New buyer enquiries are approaching a three-year low. The Royal Institution of Chartered Surveyors (RICS - the professional body for surveyors and property professionals) has flagged a clear shift: the Iran conflict and rising inflation fears have shaken consumer confidence at pace (RICS, April 2026). For property investors, this matters less as a warning and more as a signal of where the next opportunity sits.

What the Data Shows

RICS data (April 2026) points to enquiry volumes contracting sharply - levels not seen since 2023. This is not a seasonal dip. Buyers are pulling back. They're not asking questions, not booking viewings, not making offers.

When enquiry volumes fall this fast, two things tend to follow. First, vendors become anxious. Second, the balance of negotiating power shifts. Sellers who listed at peak confidence start reassessing. Those who need to move - divorces, relocations, estates - find themselves in a very different conversation with buyers than they expected.

The geopolitical and inflationary backdrop is driving this. Iran conflict anxiety has layered on top of existing mortgage rate pressures. Add in cost-of-living concerns and you have a market where many buyers have simply decided to wait.

Where the Angle Is

Here's the angle that most investors miss: low enquiry periods compress price expectations faster than falling completions do. Vendors react to silence. When the phone stops ringing, asking prices soften - first by a few percent, then more if the silence persists.

For investors with capital ready, this is precisely the entry window that produces the strongest long-run returns. You are not competing with overleveraged buyers who panicked out of the market. You are buying from vendors who need to sell and can't find anyone else.

Watch for auction volumes to tick up in affected regions over the next four to six weeks. Auctions are where motivated sellers end up when private treaty stalls. That is where the margin sits.

What to Watch Next

RICS survey data is a leading indicator (RICS, April 2026). Buyer enquiries typically lead transaction volumes by six to eight weeks. If this contraction holds through May, completions will follow downward in June and July. That is the window.

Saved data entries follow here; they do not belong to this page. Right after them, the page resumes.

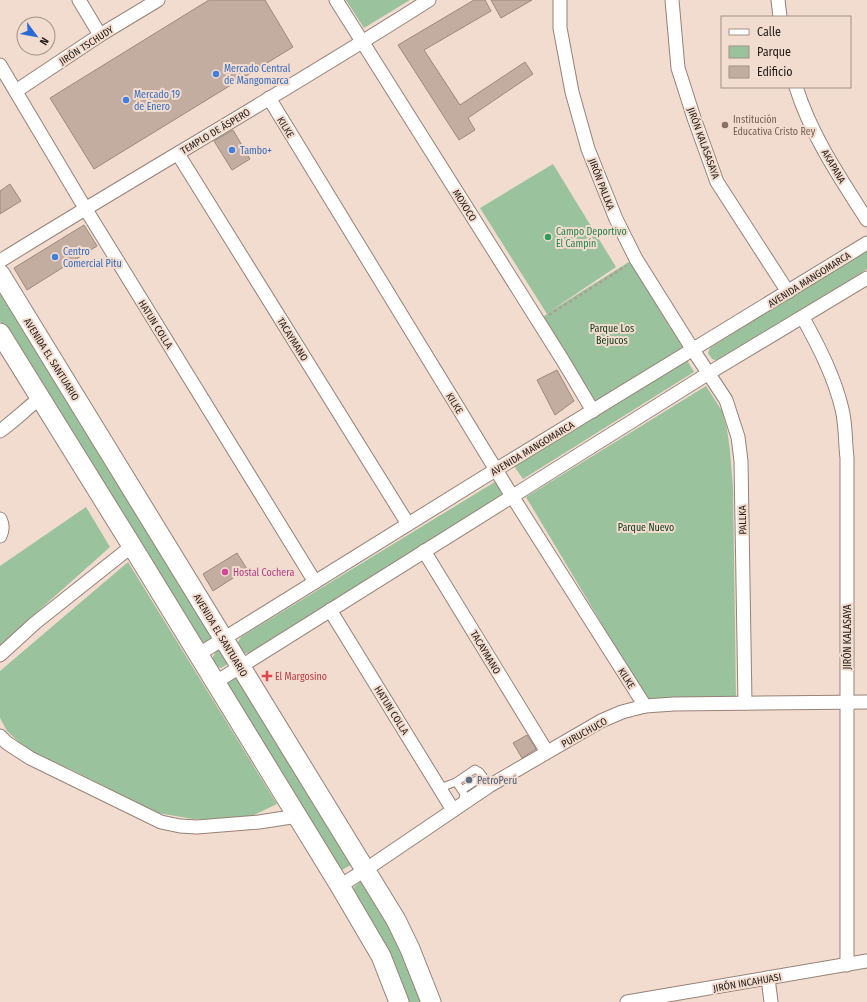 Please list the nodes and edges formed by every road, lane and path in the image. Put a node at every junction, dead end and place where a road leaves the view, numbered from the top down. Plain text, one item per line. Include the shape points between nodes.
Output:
1 (79, 0) edge
2 (158, 0) edge
3 (336, 0) edge
4 (429, 0) edge
5 (560, 0) edge
6 (672, 0) edge
7 (778, 0) edge
8 (780, 16) edge
9 (100, 35) junction
10 (362, 42) junction
11 (0, 65) edge
12 (796, 88) edge
13 (16, 91) junction
14 (269, 98) junction
15 (178, 154) junction
16 (85, 208) junction
17 (867, 220) edge
18 (867, 243) edge
19 (636, 259) junction
20 (0, 261) edge
21 (0, 274) edge
22 (867, 278) edge
23 (788, 292) junction
24 (803, 318) junction
25 (539, 322) junction
26 (0, 333) edge
27 (693, 350) junction
28 (709, 373) junction
29 (40, 398) junction
30 (593, 411) junction
31 (22, 412) junction
32 (0, 426) edge
33 (0, 431) edge
34 (497, 469) junction
35 (512, 496) junction
36 (0, 519) edge
37 (408, 524) junction
38 (0, 536) edge
39 (132, 546) junction
40 (424, 551) junction
41 (315, 582) junction
42 (330, 610) junction
43 (223, 638) junction
44 (199, 654) junction
45 (0, 655) edge
46 (240, 666) junction
47 (216, 682) junction
48 (847, 702) junction
49 (867, 702) edge
50 (745, 703) junction
51 (645, 706) junction
52 (0, 736) edge
53 (547, 752) junction
54 (486, 781) junction
55 (456, 782) junction
56 (440, 788) junction
57 (462, 790) junction
58 (458, 807) junction
59 (298, 816) junction
60 (365, 870) junction
61 (340, 886) junction
62 (867, 961) edge
63 (847, 965) junction
64 (768, 978) junction
65 (399, 1002) edge
66 (431, 1002) edge
67 (627, 1002) edge
68 (771, 1002) edge

1 - 9 street
2 - 9 street, JIRÓN TSCHUDY
3 - 10 street, MOXOCO
4 - 10 street, TEMPLO DE ÁSPERO
5 - 19 street, JIRÓN PALLKA via 560,28 572,92 588,149 616,219
6 - 23 street, JIRÓN KALASASAYA via 678,68 717,182
7 - 8 street
9 - 13 street, JIRÓN TSCHUDY
10 - 14 street, TEMPLO DE ÁSPERO
10 - 25 street, MOXOCO
11 - 13 street, HATUN COLLA
12 - 17 street, AKAPANA via 832,165
13 - 16 street, HATUN COLLA
14 - 15 street, TEMPLO DE ÁSPERO
14 - 34 street, KILKE via 458,410
15 - 16 street, TEMPLO DE ÁSPERO
15 - 37 street, TACAYMANO
16 - 20 street, TEMPLO DE ÁSPERO
16 - 41 street, HATUN COLLA
18 - 23 street, AVENIDA MANGOMARCA
19 - 25 path
19 - 27 street, JIRÓN PALLKA
21 - 43 street, AVENIDA EL SANTUARIO
22 - 24 street
23 - 27 street, AVENIDA MANGOMARCA
24 - 28 street
24 - 48 street, JIRÓN KALASAYA via 828,365 842,410 847,458
25 - 30 street, MOXOCO
26 - 29 street
27 - 28 street, PALLKA
27 - 30 street, AVENIDA MANGOMARCA
28 - 35 street
28 - 50 street, PALLKA via 726,400 738,437
29 - 31 street
29 - 39 street
30 - 34 street, AVENIDA MANGOMARCA
31 - 32 street
31 - 33 street
34 - 35 street, KILKE
34 - 37 street, AVENIDA MANGOMARCA
35 - 40 street
35 - 51 street, KILKE
36 - 38 street via 3,523
37 - 41 street, AVENIDA MANGOMARCA
39 - 44 street
39 - 45 street via 35,623
40 - 42 street
40 - 53 street, TACAYMANO
41 - 43 street, AVENIDA MANGOMARCA
42 - 46 street
42 - 56 street, HATUN COLLA
43 - 44 street, AVENIDA MANGOMARCA
43 - 46 street, AVENIDA EL SANTUARIO
44 - 47 street
46 - 47 street
46 - 60 street, AVENIDA EL SANTUARIO
47 - 59 street
48 - 49 street, PURUCHUCO
48 - 50 street, PURUCHUCO
48 - 63 street, JIRÓN KALASAYA
50 - 51 street, PURUCHUCO
51 - 53 street, PURUCHUCO via 601,721
52 - 59 street via 30,758 161,822 197,828
53 - 54 street, PURUCHUCO
54 - 55 lane via 475,769
54 - 57 lane
54 - 58 street, PURUCHUCO
55 - 56 lane
55 - 57 lane
56 - 58 street, HATUN COLLA
57 - 58 lane via 464,794
58 - 60 street, PURUCHUCO
59 - 61 street
60 - 61 street, PURUCHUCO
60 - 66 street, AVENIDA EL SANTUARIO via 410,948
61 - 65 street via 381,956
62 - 63 street, JIRÓN INCAHUASI
63 - 64 street, JIRÓN INCAHUASI
64 - 67 street, JIRÓN INCAHUASI
64 - 68 street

The broader inflation picture is worth tracking separately. If the Bank of England responds to inflation pressures with further rate increases, mortgage affordability tightens further - which suppresses buyer demand more. That is a headwind for market recovery but a tailwind for negotiated entry pricing.

This article is for informational purposes only and does not constitute financial, legal, or tax advice. Always consult a qualified professional before making investment decisions.